[Work order] Report each line of the entries below that has the word "dead" in it.

[Entries taken from a collection]
========================================================================

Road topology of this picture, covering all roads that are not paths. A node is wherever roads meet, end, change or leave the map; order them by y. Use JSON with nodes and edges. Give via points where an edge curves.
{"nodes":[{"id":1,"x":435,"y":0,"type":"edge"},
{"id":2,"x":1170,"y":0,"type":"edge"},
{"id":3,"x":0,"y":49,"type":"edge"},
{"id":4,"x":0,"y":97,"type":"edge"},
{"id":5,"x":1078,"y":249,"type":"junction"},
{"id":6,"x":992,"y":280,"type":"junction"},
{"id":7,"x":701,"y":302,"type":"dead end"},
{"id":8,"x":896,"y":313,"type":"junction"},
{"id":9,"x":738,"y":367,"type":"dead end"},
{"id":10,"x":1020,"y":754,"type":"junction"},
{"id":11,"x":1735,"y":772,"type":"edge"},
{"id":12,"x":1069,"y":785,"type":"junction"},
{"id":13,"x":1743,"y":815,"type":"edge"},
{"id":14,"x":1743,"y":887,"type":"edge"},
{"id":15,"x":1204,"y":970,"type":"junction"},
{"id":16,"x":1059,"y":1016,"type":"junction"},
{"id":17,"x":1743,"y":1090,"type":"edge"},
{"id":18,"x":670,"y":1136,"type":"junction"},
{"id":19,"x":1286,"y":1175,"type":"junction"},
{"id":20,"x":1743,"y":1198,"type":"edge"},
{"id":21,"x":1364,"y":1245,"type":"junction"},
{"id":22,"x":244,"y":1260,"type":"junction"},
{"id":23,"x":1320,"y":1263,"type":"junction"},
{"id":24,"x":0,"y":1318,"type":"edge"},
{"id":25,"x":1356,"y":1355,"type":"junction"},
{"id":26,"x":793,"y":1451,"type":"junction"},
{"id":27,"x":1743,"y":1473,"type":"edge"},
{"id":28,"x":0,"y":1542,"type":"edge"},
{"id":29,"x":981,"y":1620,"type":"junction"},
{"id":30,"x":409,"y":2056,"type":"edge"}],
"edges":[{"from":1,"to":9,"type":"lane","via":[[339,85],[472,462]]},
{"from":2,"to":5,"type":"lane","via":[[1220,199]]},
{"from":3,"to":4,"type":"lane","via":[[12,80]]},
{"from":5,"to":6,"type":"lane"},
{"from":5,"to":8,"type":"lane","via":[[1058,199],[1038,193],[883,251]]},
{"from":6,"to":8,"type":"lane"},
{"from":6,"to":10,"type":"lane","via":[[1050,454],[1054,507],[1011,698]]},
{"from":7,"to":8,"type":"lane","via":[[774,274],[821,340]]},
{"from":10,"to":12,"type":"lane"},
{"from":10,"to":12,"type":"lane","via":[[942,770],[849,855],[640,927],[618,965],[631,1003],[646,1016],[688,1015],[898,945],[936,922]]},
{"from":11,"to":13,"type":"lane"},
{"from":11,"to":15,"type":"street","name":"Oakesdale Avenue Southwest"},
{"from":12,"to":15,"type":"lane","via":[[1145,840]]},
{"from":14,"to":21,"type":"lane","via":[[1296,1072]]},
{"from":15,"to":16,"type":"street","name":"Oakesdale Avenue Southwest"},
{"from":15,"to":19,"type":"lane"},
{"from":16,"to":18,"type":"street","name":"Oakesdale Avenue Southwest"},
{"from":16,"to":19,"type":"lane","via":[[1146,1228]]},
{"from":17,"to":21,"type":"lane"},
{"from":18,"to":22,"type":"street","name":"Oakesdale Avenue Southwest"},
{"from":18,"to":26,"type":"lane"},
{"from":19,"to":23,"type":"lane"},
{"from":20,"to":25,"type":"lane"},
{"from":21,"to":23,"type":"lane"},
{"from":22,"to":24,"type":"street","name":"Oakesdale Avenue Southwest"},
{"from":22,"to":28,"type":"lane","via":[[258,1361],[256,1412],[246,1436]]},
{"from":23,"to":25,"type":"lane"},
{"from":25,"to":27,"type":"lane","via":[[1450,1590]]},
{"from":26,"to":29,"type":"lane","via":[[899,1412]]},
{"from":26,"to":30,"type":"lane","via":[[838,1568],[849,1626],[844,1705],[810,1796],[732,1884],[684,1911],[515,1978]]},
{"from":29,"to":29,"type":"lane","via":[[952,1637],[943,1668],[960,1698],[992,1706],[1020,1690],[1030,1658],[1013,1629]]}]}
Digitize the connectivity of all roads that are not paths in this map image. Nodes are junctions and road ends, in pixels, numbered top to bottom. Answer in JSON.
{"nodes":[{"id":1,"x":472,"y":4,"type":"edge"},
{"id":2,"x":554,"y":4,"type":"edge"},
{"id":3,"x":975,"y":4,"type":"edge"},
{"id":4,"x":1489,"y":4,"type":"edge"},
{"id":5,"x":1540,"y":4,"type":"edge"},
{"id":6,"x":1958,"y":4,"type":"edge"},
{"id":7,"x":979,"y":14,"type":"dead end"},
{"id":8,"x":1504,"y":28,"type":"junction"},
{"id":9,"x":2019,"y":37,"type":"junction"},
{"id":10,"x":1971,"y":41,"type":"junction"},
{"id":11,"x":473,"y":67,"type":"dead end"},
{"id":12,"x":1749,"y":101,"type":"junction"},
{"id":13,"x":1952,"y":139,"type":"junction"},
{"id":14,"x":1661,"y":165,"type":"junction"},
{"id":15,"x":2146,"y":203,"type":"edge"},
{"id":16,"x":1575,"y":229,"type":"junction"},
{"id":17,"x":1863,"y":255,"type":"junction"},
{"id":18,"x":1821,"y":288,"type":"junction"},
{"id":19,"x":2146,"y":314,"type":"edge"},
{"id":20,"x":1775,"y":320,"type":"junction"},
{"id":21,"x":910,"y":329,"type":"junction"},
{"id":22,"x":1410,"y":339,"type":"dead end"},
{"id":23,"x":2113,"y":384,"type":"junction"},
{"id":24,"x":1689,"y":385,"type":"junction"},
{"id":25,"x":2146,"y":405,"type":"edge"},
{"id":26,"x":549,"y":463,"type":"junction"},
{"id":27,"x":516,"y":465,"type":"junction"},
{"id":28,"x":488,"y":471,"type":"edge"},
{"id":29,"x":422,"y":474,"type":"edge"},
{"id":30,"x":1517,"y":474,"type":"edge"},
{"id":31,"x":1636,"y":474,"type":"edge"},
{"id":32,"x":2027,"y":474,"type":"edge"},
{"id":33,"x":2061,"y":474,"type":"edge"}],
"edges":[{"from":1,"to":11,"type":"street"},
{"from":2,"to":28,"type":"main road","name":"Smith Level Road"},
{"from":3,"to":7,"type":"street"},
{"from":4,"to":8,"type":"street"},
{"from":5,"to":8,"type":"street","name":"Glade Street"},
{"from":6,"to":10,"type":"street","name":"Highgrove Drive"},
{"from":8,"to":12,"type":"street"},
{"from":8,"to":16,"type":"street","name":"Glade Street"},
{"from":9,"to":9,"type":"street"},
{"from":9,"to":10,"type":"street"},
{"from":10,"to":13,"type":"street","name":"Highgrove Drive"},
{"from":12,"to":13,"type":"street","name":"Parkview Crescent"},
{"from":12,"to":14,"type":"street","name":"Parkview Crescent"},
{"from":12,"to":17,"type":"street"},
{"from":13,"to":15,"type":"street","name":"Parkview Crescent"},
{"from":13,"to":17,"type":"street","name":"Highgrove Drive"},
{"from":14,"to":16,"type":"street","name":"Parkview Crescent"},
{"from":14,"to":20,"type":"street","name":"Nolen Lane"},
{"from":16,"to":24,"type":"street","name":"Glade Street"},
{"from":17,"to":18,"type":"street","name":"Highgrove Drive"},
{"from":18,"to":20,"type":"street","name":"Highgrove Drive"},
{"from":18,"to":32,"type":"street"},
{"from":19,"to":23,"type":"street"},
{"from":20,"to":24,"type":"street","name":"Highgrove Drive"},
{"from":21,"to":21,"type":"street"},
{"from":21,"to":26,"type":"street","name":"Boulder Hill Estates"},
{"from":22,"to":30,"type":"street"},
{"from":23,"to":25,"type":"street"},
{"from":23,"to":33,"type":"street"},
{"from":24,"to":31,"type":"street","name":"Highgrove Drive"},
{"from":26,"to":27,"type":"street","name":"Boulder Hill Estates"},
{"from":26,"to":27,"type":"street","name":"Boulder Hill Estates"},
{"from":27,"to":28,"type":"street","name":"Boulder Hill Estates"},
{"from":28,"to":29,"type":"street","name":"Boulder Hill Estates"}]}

========================================================================

[Solution below]
{"id":7,"x":701,"y":302,"type":"dead end"},
{"id":9,"x":738,"y":367,"type":"dead end"},
{"id":7,"x":979,"y":14,"type":"dead end"},
{"id":11,"x":473,"y":67,"type":"dead end"},
{"id":22,"x":1410,"y":339,"type":"dead end"},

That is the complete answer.